Stored data entries:
'''

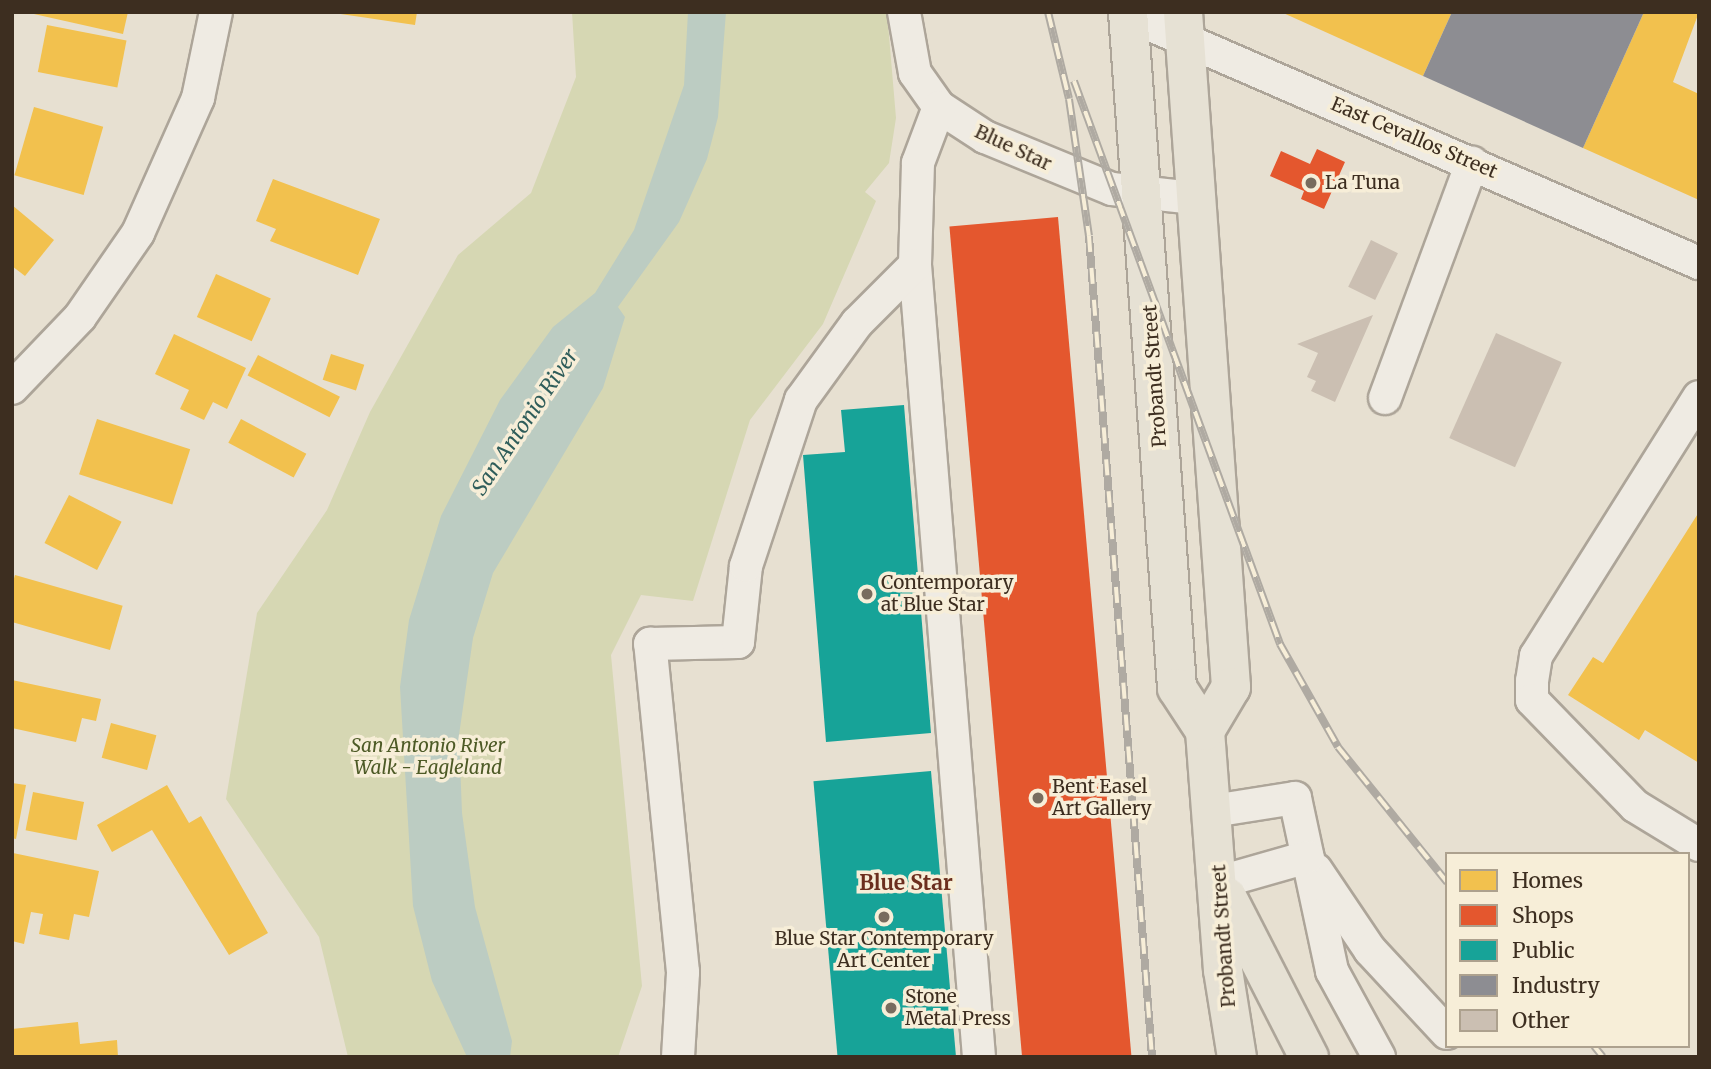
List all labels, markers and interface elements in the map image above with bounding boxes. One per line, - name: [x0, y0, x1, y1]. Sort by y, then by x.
- street label: East Cevallos Street: [1327, 93, 1501, 183]
- street label: Blue Star: [971, 120, 1055, 176]
- place label: La Tuna: [1325, 172, 1400, 194]
- marker: La Tuna: [1303, 175, 1319, 191]
- street label: Probandt Street: [1139, 304, 1171, 448]
- water label: San Antonio River: [467, 344, 583, 500]
- place label: Contemporary at Blue Star: [881, 572, 1014, 616]
- marker: Contemporary at Blue Star: [859, 586, 875, 602]
- park label: San Antonio River Walk - Eagleland: [351, 735, 505, 779]
- place label: Bent Easel Art Gallery: [1052, 776, 1152, 820]
- marker: Bent Easel Art Gallery: [1030, 790, 1046, 806]
- legend: [1445, 852, 1690, 1048]
- street label: Probandt Street: [1208, 864, 1240, 1008]
- text: Homes: [1512, 867, 1583, 894]
- district label: Blue Star: [859, 870, 953, 896]
- text: Shops: [1512, 902, 1574, 929]
- marker: Blue Star Contemporary Art Center: [876, 909, 892, 925]
- place label: Blue Star Contemporary Art Center: [774, 928, 994, 972]
- text: Public: [1512, 937, 1575, 964]
- text: Industry: [1512, 972, 1600, 999]
- place label: Stone Metal Press: [905, 986, 1011, 1030]
- marker: Stone Metal Press: [883, 1000, 899, 1016]
- text: Other: [1512, 1007, 1570, 1034]

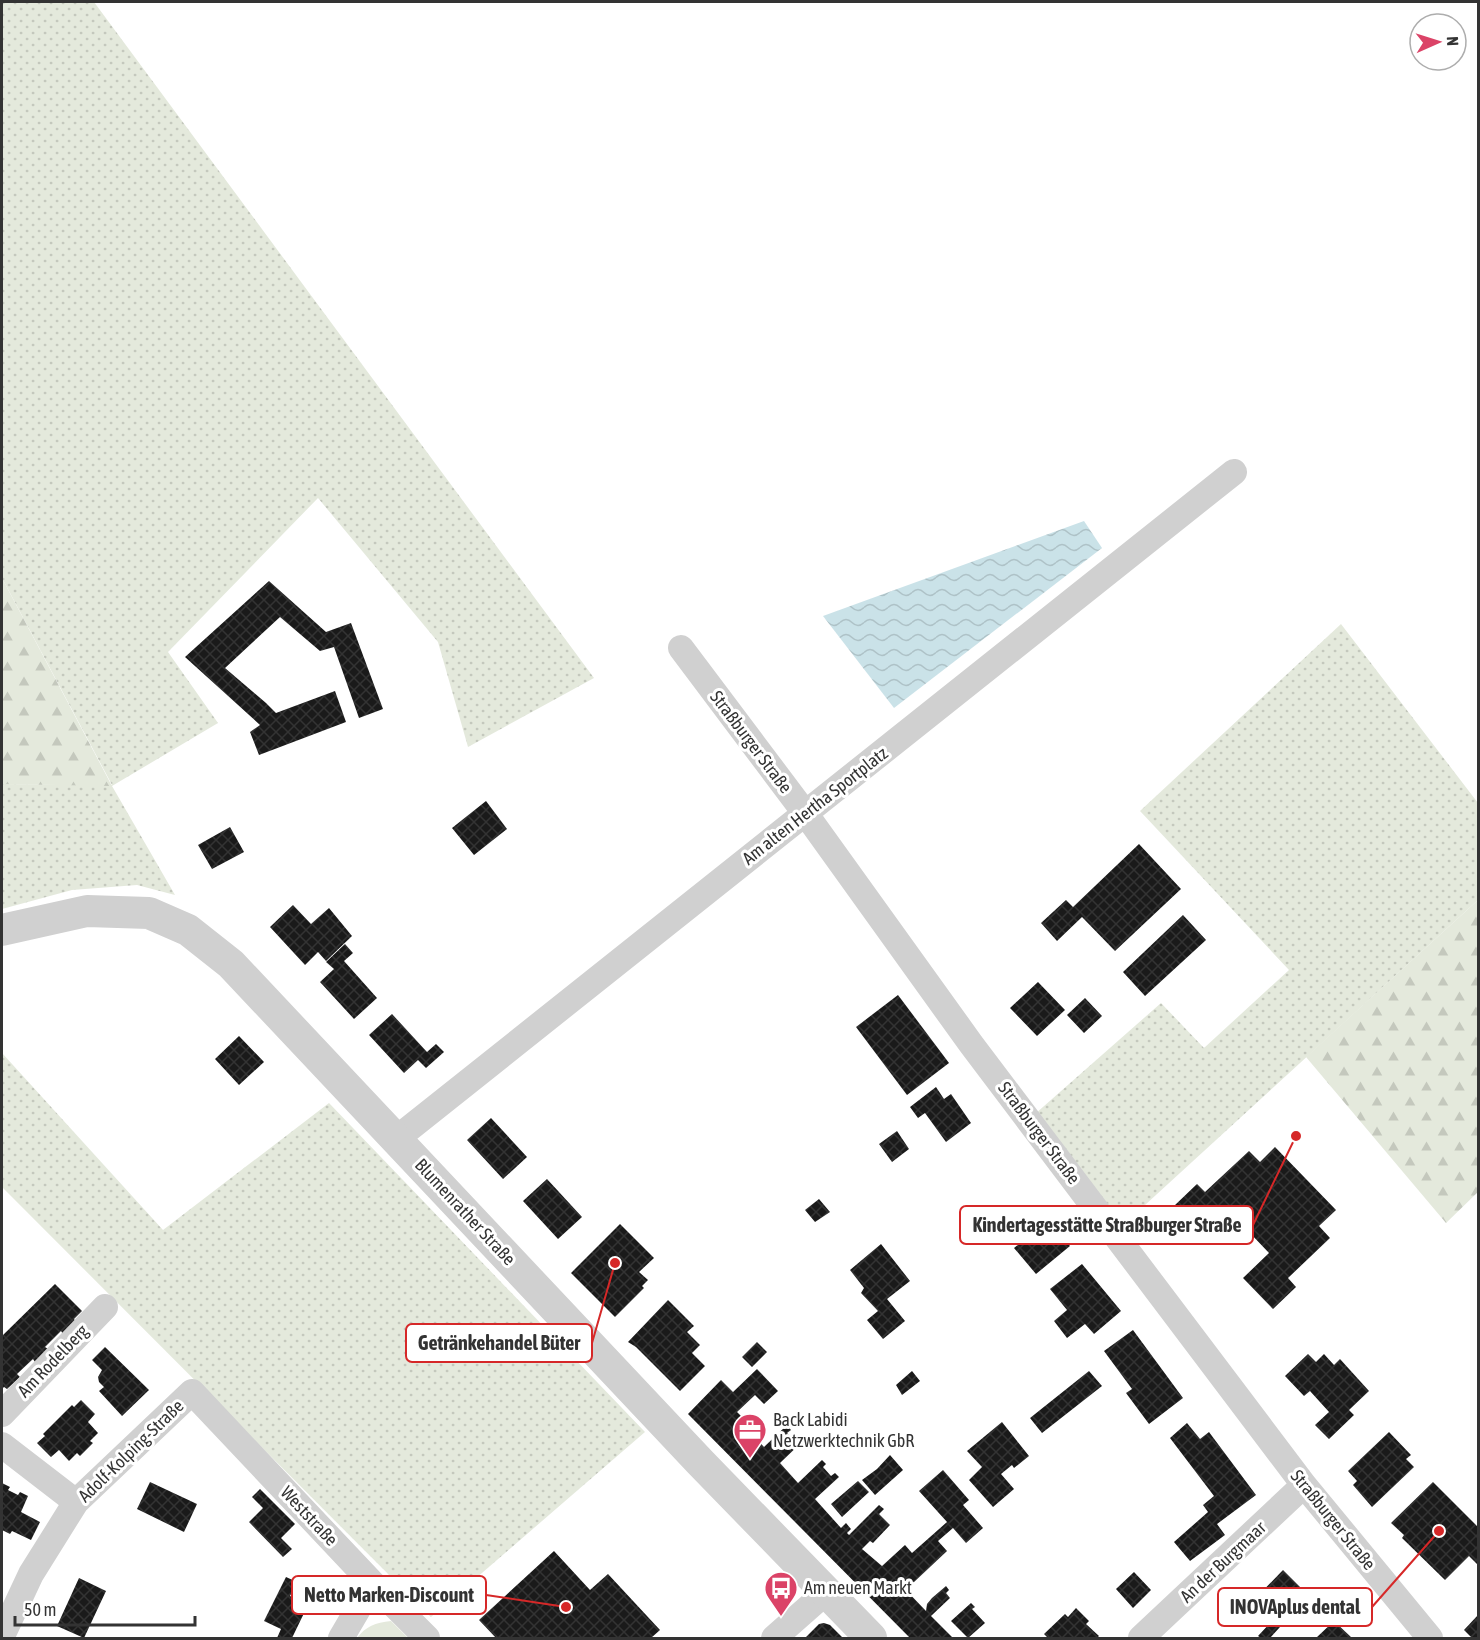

'''

| Description of the task |
After removing the pictures, set down every record above exactly as it stands.

| Exercise result |
List all labels, markers and interface elements in the map image above with bounding boxes. One per line, - name: [x0, y0, x1, y1]. Sort by y, then by x.
- street label: East Cevallos Street: [1327, 93, 1501, 183]
- street label: Blue Star: [971, 120, 1055, 176]
- place label: La Tuna: [1325, 172, 1400, 194]
- marker: La Tuna: [1303, 175, 1319, 191]
- street label: Probandt Street: [1139, 304, 1171, 448]
- water label: San Antonio River: [467, 344, 583, 500]
- place label: Contemporary at Blue Star: [881, 572, 1014, 616]
- marker: Contemporary at Blue Star: [859, 586, 875, 602]
- park label: San Antonio River Walk - Eagleland: [351, 735, 505, 779]
- place label: Bent Easel Art Gallery: [1052, 776, 1152, 820]
- marker: Bent Easel Art Gallery: [1030, 790, 1046, 806]
- legend: [1445, 852, 1690, 1048]
- street label: Probandt Street: [1208, 864, 1240, 1008]
- text: Homes: [1512, 867, 1583, 894]
- district label: Blue Star: [859, 870, 953, 896]
- text: Shops: [1512, 902, 1574, 929]
- marker: Blue Star Contemporary Art Center: [876, 909, 892, 925]
- place label: Blue Star Contemporary Art Center: [774, 928, 994, 972]
- text: Public: [1512, 937, 1575, 964]
- text: Industry: [1512, 972, 1600, 999]
- place label: Stone Metal Press: [905, 986, 1011, 1030]
- marker: Stone Metal Press: [883, 1000, 899, 1016]
- text: Other: [1512, 1007, 1570, 1034]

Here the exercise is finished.